» PROBLEM TO WORK ON: Each line in the data holding "main" should be listed.

[Data records]

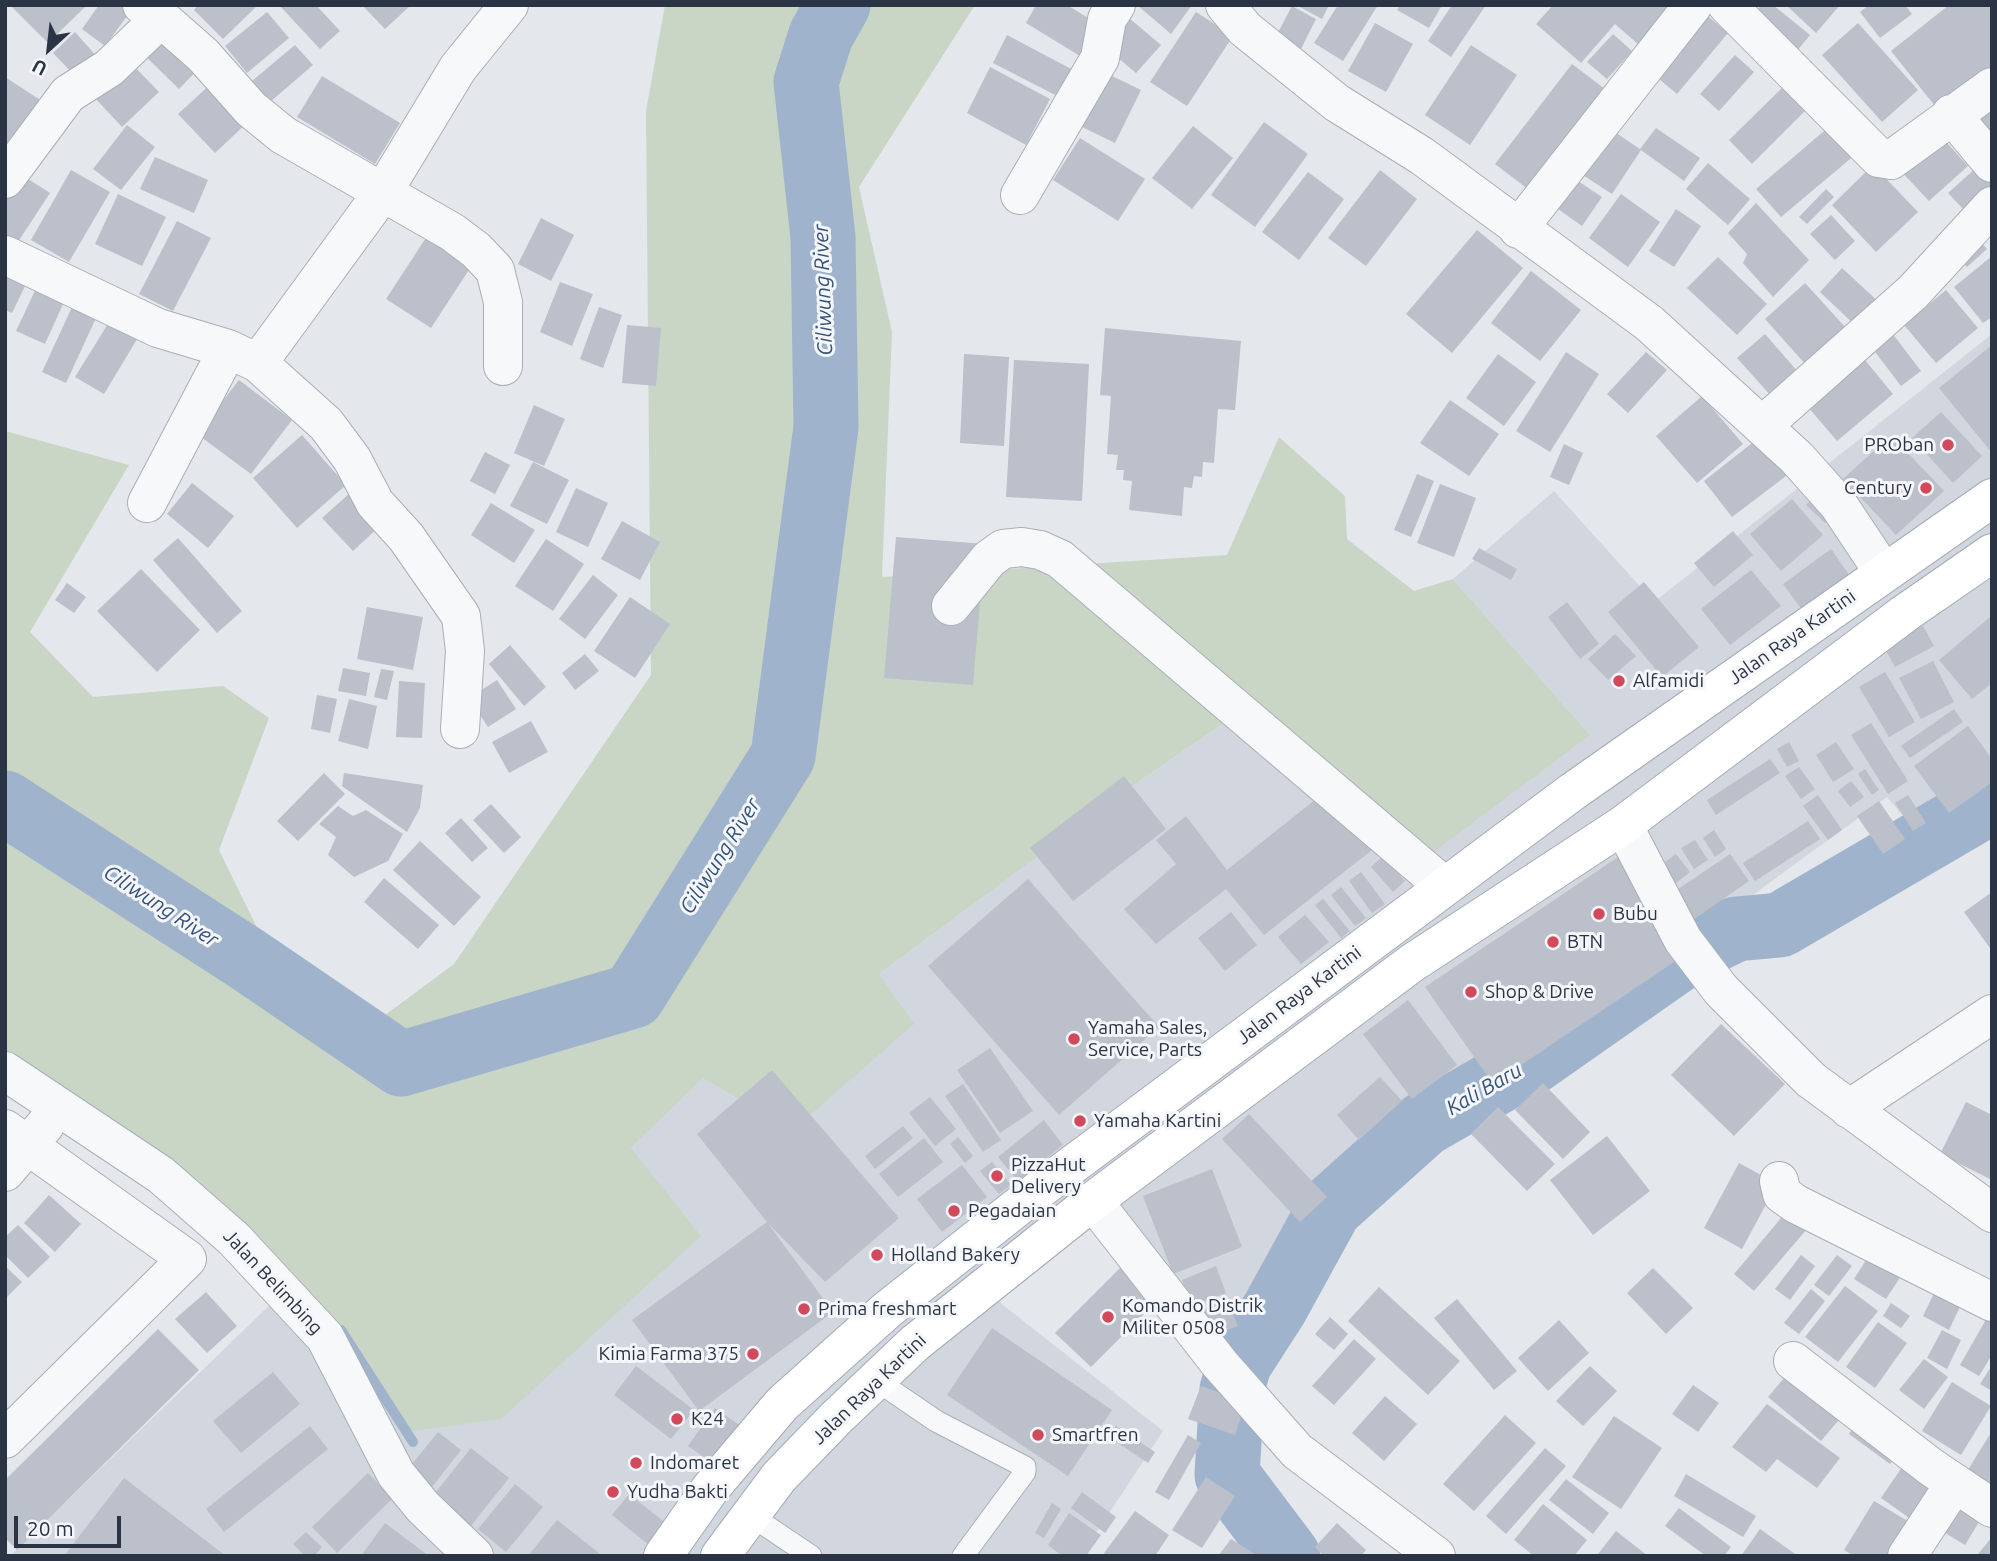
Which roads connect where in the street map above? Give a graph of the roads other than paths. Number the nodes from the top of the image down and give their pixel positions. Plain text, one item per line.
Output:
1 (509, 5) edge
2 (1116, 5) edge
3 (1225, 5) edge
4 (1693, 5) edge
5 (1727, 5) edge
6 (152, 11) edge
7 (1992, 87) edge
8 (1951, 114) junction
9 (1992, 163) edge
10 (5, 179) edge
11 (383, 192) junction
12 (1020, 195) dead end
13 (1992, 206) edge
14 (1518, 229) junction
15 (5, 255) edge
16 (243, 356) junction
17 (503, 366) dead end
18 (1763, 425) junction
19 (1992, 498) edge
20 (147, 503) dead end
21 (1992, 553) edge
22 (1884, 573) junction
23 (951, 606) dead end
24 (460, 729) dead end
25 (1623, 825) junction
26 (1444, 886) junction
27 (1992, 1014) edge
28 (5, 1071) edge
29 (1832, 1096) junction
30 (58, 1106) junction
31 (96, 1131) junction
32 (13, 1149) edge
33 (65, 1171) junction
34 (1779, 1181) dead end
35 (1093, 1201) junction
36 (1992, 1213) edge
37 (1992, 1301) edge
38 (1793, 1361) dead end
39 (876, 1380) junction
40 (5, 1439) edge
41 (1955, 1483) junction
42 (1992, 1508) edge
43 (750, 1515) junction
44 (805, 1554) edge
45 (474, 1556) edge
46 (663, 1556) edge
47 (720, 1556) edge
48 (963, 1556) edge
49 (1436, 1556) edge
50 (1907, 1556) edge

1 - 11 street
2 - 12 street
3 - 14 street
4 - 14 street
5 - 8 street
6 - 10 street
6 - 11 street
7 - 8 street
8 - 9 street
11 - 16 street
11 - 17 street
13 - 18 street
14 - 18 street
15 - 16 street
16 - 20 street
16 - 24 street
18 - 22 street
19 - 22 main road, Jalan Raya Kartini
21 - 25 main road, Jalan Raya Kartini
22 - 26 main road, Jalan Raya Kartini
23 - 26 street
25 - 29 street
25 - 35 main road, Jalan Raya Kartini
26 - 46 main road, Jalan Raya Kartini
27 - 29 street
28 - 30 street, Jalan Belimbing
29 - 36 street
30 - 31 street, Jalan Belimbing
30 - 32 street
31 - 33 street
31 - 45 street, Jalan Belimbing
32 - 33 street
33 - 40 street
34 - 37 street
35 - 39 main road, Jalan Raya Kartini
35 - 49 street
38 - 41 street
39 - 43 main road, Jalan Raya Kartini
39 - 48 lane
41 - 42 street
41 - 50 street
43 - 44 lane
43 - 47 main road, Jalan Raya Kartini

» YOUR RESPONSE:
19 - 22 main road, Jalan Raya Kartini
21 - 25 main road, Jalan Raya Kartini
22 - 26 main road, Jalan Raya Kartini
25 - 35 main road, Jalan Raya Kartini
26 - 46 main road, Jalan Raya Kartini
35 - 39 main road, Jalan Raya Kartini
39 - 43 main road, Jalan Raya Kartini
43 - 47 main road, Jalan Raya Kartini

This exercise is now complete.